(Records drawn from a dataset)
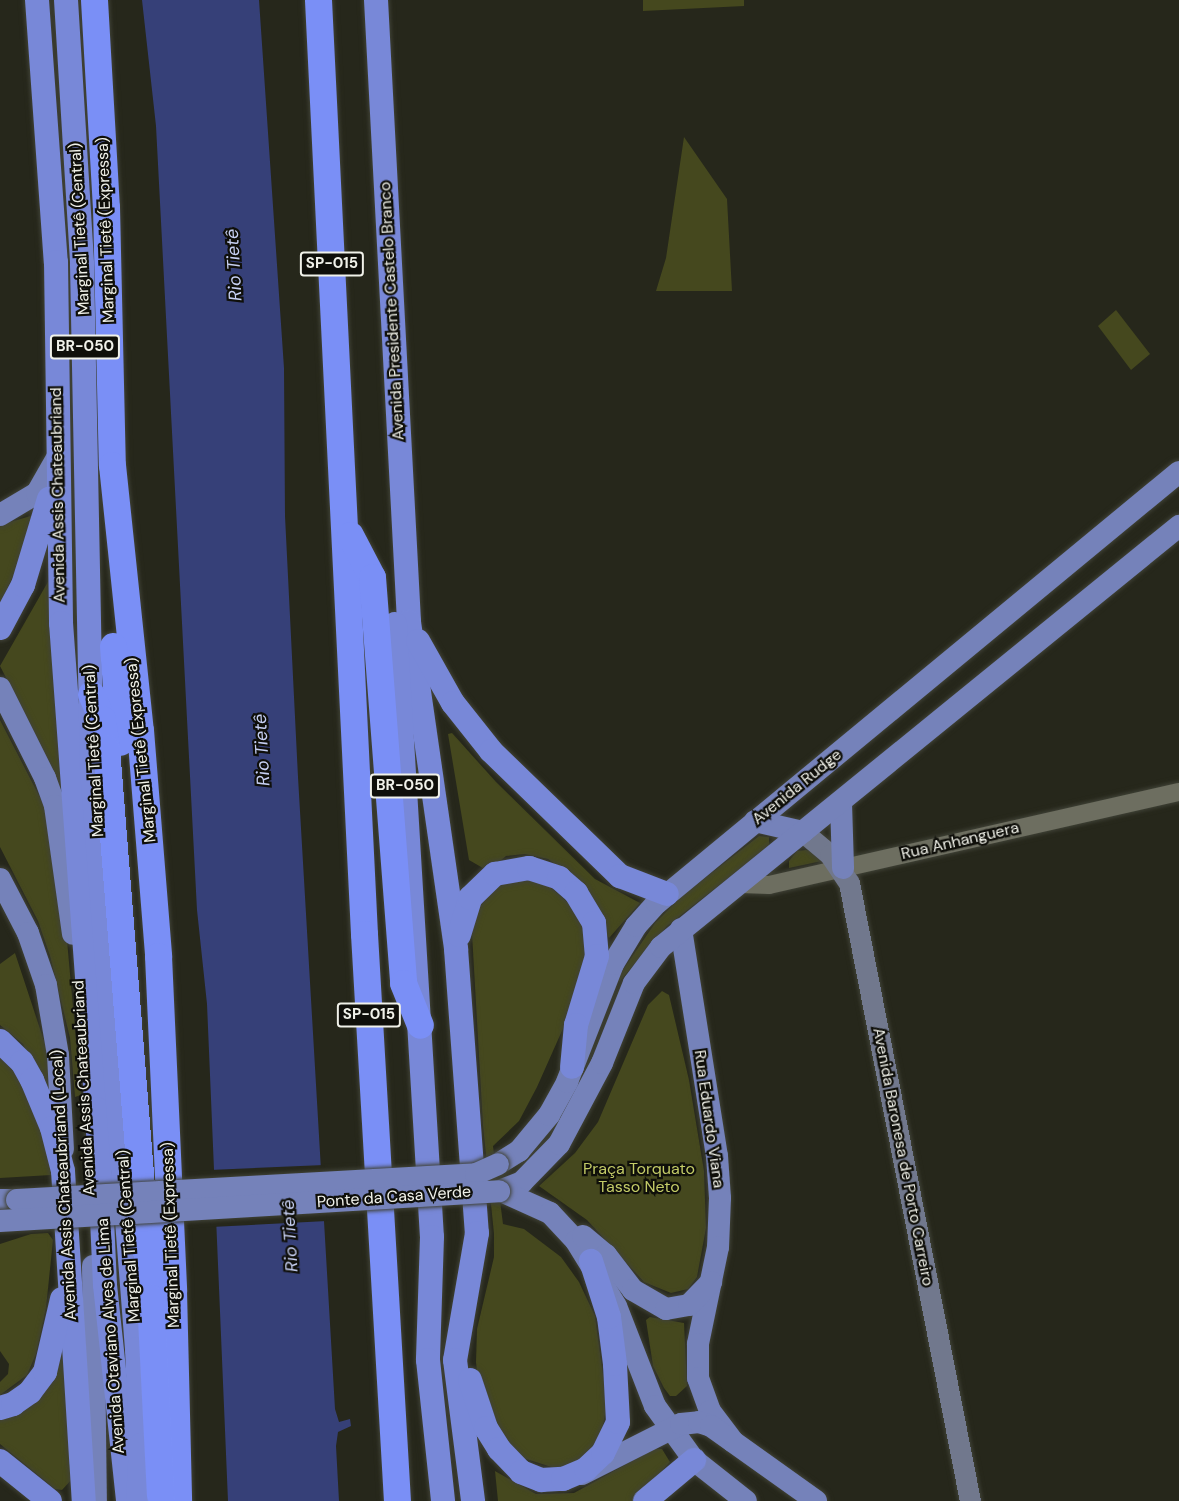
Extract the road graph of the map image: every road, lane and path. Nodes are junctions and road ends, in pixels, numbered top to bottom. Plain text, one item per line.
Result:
1 (37, 0) edge
2 (66, 0) edge
3 (94, 0) edge
4 (318, 0) edge
5 (376, 0) edge
6 (88, 427) junction
7 (57, 463) junction
8 (112, 465) junction
9 (1179, 472) edge
10 (0, 515) edge
11 (1179, 526) edge
12 (347, 529) junction
13 (403, 549) junction
14 (409, 622) junction
15 (0, 628) edge
16 (0, 688) edge
17 (91, 694) junction
18 (1179, 792) edge
19 (841, 803) junction
20 (755, 821) junction
21 (802, 832) junction
22 (79, 847) junction
23 (843, 868) junction
24 (0, 879) edge
25 (741, 884) junction
26 (667, 894) junction
27 (681, 929) junction
28 (456, 949) junction
29 (420, 1025) junction
30 (131, 1038) junction
31 (0, 1041) edge
32 (572, 1067) junction
33 (498, 1164) joint
34 (63, 1171) junction
35 (500, 1191) junction
36 (9, 1200) edge
37 (550, 1213) junction
38 (0, 1221) edge
39 (68, 1243) junction
40 (591, 1261) junction
41 (711, 1282) junction
42 (464, 1303) junction
43 (0, 1408) edge
44 (670, 1429) junction
45 (733, 1442) junction
46 (694, 1460) junction
47 (0, 1461) edge
48 (563, 1479) junction
49 (50, 1501) edge
50 (84, 1501) edge
51 (96, 1501) edge
52 (128, 1501) edge
53 (138, 1501) edge
54 (160, 1501) edge
55 (178, 1501) edge
56 (397, 1501) edge
57 (443, 1501) edge
58 (473, 1501) edge
59 (645, 1501) edge
60 (746, 1501) edge
61 (816, 1501) edge
62 (970, 1501) edge

1 - 7 highway, Avenida Assis Chateaubriand
2 - 6 highway, Marginal Tietê (Central) / BR-050
3 - 8 highway, Marginal Tietê (Expressa)
4 - 12 highway, SP-015
5 - 13 highway, Avenida Presidente Castelo Branco / BR-050
6 - 17 highway, Marginal Tietê (Central) / BR-050
6 - 22 highway
7 - 10 main road
7 - 15 highway
7 - 22 highway, Avenida Assis Chateaubriand
8 - 30 highway
8 - 55 highway, Marginal Tietê (Expressa)
9 - 20 main road, Avenida Rudge
11 - 19 main road
12 - 29 highway
12 - 56 highway, SP-015
13 - 14 highway, Avenida Presidente Castelo Branco
13 - 29 highway, BR-050
14 - 26 highway
14 - 28 highway, Avenida Presidente Castelo Branco
16 - 51 main road, Avenida Assis Chateaubriand
17 - 30 highway
17 - 53 highway, Marginal Tietê (Central)
18 - 23 street, Rua Anhanguera
19 - 21 main road
19 - 23 main road
20 - 21 main road
20 - 26 main road, Avenida Rudge
21 - 23 main road
21 - 25 main road
22 - 52 highway, Avenida Otaviano Alves de Lima
23 - 25 street, Rua Anhanguera
23 - 62 main road, Avenida Baronesa de Porto Carreiro
24 - 34 main road, Avenida Assis Chateaubriand (Local)
25 - 27 main road
26 - 32 main road, Avenida Rudge
27 - 35 main road
27 - 41 main road, Rua Eduardo Viana
28 - 32 highway
28 - 42 highway
29 - 57 highway, BR-050
30 - 54 highway
31 - 34 highway
32 - 33 main road, Avenida Rudge
33 - 36 main road, Ponte da Casa Verde, bridge
34 - 39 highway, Avenida Assis Chateaubriand (Local)
35 - 37 main road
35 - 38 main road, Ponte da Casa Verde, bridge
37 - 40 main road
37 - 41 main road
39 - 43 highway
39 - 50 highway, Avenida Assis Chateaubriand (Local)
40 - 44 main road
40 - 48 highway
41 - 45 main road, Rua Eduardo Viana
42 - 48 highway
42 - 58 highway
44 - 45 main road
44 - 46 main road
44 - 48 main road
45 - 61 main road
46 - 59 highway
46 - 60 main road
47 - 49 highway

| BRIEF |
The data above should be set down again exactly, with the pictures omitted.

| TASK OUTPUT |
Extract the road graph of the map image: every road, lane and path. Nodes are junctions and road ends, in pixels, numbered top to bottom. Plain text, one item per line.
Result:
1 (37, 0) edge
2 (66, 0) edge
3 (94, 0) edge
4 (318, 0) edge
5 (376, 0) edge
6 (88, 427) junction
7 (57, 463) junction
8 (112, 465) junction
9 (1179, 472) edge
10 (0, 515) edge
11 (1179, 526) edge
12 (347, 529) junction
13 (403, 549) junction
14 (409, 622) junction
15 (0, 628) edge
16 (0, 688) edge
17 (91, 694) junction
18 (1179, 792) edge
19 (841, 803) junction
20 (755, 821) junction
21 (802, 832) junction
22 (79, 847) junction
23 (843, 868) junction
24 (0, 879) edge
25 (741, 884) junction
26 (667, 894) junction
27 (681, 929) junction
28 (456, 949) junction
29 (420, 1025) junction
30 (131, 1038) junction
31 (0, 1041) edge
32 (572, 1067) junction
33 (498, 1164) joint
34 (63, 1171) junction
35 (500, 1191) junction
36 (9, 1200) edge
37 (550, 1213) junction
38 (0, 1221) edge
39 (68, 1243) junction
40 (591, 1261) junction
41 (711, 1282) junction
42 (464, 1303) junction
43 (0, 1408) edge
44 (670, 1429) junction
45 (733, 1442) junction
46 (694, 1460) junction
47 (0, 1461) edge
48 (563, 1479) junction
49 (50, 1501) edge
50 (84, 1501) edge
51 (96, 1501) edge
52 (128, 1501) edge
53 (138, 1501) edge
54 (160, 1501) edge
55 (178, 1501) edge
56 (397, 1501) edge
57 (443, 1501) edge
58 (473, 1501) edge
59 (645, 1501) edge
60 (746, 1501) edge
61 (816, 1501) edge
62 (970, 1501) edge

1 - 7 highway, Avenida Assis Chateaubriand
2 - 6 highway, Marginal Tietê (Central) / BR-050
3 - 8 highway, Marginal Tietê (Expressa)
4 - 12 highway, SP-015
5 - 13 highway, Avenida Presidente Castelo Branco / BR-050
6 - 17 highway, Marginal Tietê (Central) / BR-050
6 - 22 highway
7 - 10 main road
7 - 15 highway
7 - 22 highway, Avenida Assis Chateaubriand
8 - 30 highway
8 - 55 highway, Marginal Tietê (Expressa)
9 - 20 main road, Avenida Rudge
11 - 19 main road
12 - 29 highway
12 - 56 highway, SP-015
13 - 14 highway, Avenida Presidente Castelo Branco
13 - 29 highway, BR-050
14 - 26 highway
14 - 28 highway, Avenida Presidente Castelo Branco
16 - 51 main road, Avenida Assis Chateaubriand
17 - 30 highway
17 - 53 highway, Marginal Tietê (Central)
18 - 23 street, Rua Anhanguera
19 - 21 main road
19 - 23 main road
20 - 21 main road
20 - 26 main road, Avenida Rudge
21 - 23 main road
21 - 25 main road
22 - 52 highway, Avenida Otaviano Alves de Lima
23 - 25 street, Rua Anhanguera
23 - 62 main road, Avenida Baronesa de Porto Carreiro
24 - 34 main road, Avenida Assis Chateaubriand (Local)
25 - 27 main road
26 - 32 main road, Avenida Rudge
27 - 35 main road
27 - 41 main road, Rua Eduardo Viana
28 - 32 highway
28 - 42 highway
29 - 57 highway, BR-050
30 - 54 highway
31 - 34 highway
32 - 33 main road, Avenida Rudge
33 - 36 main road, Ponte da Casa Verde, bridge
34 - 39 highway, Avenida Assis Chateaubriand (Local)
35 - 37 main road
35 - 38 main road, Ponte da Casa Verde, bridge
37 - 40 main road
37 - 41 main road
39 - 43 highway
39 - 50 highway, Avenida Assis Chateaubriand (Local)
40 - 44 main road
40 - 48 highway
41 - 45 main road, Rua Eduardo Viana
42 - 48 highway
42 - 58 highway
44 - 45 main road
44 - 46 main road
44 - 48 main road
45 - 61 main road
46 - 59 highway
46 - 60 main road
47 - 49 highway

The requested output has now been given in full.